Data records
▼▼▼

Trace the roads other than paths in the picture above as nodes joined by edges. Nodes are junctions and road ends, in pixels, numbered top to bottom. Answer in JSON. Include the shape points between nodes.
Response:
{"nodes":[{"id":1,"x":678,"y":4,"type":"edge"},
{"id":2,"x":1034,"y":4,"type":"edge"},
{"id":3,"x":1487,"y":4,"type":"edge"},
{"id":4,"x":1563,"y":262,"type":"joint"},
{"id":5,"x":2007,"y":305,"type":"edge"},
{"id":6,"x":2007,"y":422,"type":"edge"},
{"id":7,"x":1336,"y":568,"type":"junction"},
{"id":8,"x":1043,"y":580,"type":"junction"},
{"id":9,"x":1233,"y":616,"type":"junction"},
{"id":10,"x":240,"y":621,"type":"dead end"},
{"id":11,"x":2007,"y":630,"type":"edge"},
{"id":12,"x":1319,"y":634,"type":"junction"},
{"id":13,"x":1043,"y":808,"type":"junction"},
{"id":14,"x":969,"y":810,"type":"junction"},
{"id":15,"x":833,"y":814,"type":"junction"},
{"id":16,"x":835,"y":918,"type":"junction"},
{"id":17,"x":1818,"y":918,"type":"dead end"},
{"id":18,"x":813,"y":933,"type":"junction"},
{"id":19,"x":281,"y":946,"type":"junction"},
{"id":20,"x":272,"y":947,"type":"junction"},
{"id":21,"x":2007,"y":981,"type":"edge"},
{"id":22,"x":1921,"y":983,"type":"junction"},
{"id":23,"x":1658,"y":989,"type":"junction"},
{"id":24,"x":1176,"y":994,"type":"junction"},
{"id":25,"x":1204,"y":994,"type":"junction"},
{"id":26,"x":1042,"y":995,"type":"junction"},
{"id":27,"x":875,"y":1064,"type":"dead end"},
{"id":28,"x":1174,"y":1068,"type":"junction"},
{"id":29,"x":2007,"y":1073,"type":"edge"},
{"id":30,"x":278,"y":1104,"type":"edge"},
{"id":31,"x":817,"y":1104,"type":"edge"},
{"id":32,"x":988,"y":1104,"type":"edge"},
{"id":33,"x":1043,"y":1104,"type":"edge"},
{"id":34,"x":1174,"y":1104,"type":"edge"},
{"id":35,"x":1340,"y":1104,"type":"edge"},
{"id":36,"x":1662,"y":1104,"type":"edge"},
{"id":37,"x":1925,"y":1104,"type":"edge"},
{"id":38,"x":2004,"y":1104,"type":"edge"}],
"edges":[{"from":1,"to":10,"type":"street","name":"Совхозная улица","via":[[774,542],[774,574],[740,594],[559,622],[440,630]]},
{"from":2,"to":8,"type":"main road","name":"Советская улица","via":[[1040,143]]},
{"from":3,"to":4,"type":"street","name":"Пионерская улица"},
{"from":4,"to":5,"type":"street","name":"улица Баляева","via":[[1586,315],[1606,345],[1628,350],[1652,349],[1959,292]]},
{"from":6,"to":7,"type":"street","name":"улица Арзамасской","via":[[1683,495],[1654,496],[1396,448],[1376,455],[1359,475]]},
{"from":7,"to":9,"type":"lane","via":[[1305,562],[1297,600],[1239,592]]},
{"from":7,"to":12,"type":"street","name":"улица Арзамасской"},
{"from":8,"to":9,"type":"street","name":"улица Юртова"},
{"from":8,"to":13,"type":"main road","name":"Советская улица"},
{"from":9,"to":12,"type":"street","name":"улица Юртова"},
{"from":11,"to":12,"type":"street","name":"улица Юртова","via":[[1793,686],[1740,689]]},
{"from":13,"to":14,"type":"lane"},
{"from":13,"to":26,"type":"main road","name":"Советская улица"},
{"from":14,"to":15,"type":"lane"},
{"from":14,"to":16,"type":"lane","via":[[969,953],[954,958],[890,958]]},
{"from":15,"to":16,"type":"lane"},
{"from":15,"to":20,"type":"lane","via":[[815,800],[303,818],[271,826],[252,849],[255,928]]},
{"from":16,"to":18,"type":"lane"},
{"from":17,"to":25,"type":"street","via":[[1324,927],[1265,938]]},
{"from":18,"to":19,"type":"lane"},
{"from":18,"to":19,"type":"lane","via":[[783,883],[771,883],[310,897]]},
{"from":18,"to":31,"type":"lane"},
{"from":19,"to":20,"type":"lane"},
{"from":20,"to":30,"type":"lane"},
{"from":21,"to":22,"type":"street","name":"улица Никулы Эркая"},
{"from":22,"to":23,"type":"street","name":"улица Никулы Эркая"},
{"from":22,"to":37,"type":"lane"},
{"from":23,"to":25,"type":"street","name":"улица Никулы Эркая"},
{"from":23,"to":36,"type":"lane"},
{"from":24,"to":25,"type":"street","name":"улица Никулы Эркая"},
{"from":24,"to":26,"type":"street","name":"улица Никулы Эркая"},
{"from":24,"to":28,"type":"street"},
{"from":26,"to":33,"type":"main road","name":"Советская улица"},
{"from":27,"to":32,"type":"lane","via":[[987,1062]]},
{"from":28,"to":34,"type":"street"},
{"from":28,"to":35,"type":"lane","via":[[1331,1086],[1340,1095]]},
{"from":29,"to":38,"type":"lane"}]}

▲▲▲

- _What needs to be done_: For the records above, give the number of lines containing the string "Арзамасской" and no other words.

- _Finished exercise_: 2